» **About this exercise**: Your task is to reproduce, exactly and only, the lines running from the line containing "index mcp: (211, 181)" to the end of the data below, both included.

» **Working data**:
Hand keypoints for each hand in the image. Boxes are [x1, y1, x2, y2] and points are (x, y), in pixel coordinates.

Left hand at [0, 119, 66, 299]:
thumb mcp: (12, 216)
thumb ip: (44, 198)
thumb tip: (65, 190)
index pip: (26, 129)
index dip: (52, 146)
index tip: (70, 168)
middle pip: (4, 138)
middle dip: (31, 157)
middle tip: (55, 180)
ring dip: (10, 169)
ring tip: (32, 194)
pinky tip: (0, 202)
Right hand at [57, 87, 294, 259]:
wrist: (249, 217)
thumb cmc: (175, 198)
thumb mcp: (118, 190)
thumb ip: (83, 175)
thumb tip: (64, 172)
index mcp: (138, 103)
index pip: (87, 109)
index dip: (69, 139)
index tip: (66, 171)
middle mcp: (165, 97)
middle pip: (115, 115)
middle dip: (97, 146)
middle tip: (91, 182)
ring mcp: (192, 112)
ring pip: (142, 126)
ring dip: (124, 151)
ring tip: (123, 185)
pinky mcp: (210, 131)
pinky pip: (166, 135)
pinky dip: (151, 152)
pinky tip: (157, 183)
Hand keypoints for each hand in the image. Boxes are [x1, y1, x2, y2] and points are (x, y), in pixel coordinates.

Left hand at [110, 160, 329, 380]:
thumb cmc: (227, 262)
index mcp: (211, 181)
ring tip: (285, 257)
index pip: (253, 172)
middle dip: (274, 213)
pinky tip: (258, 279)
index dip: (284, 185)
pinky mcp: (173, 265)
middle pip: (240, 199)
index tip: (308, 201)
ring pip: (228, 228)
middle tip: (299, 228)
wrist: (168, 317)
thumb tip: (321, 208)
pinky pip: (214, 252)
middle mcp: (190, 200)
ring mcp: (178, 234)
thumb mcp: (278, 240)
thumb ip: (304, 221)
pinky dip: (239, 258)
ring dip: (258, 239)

» **Exercise response**:
index mcp: (211, 181)
ring tip: (285, 257)
index pip: (253, 172)
middle dip: (274, 213)
pinky tip: (258, 279)
index dip: (284, 185)
pinky mcp: (173, 265)
middle pip: (240, 199)
index tip: (308, 201)
ring pip: (228, 228)
middle tip: (299, 228)
wrist: (168, 317)
thumb tip: (321, 208)
pinky pip: (214, 252)
middle mcp: (190, 200)
ring mcp: (178, 234)
thumb mcp: (278, 240)
thumb ip: (304, 221)
pinky dip: (239, 258)
ring dip: (258, 239)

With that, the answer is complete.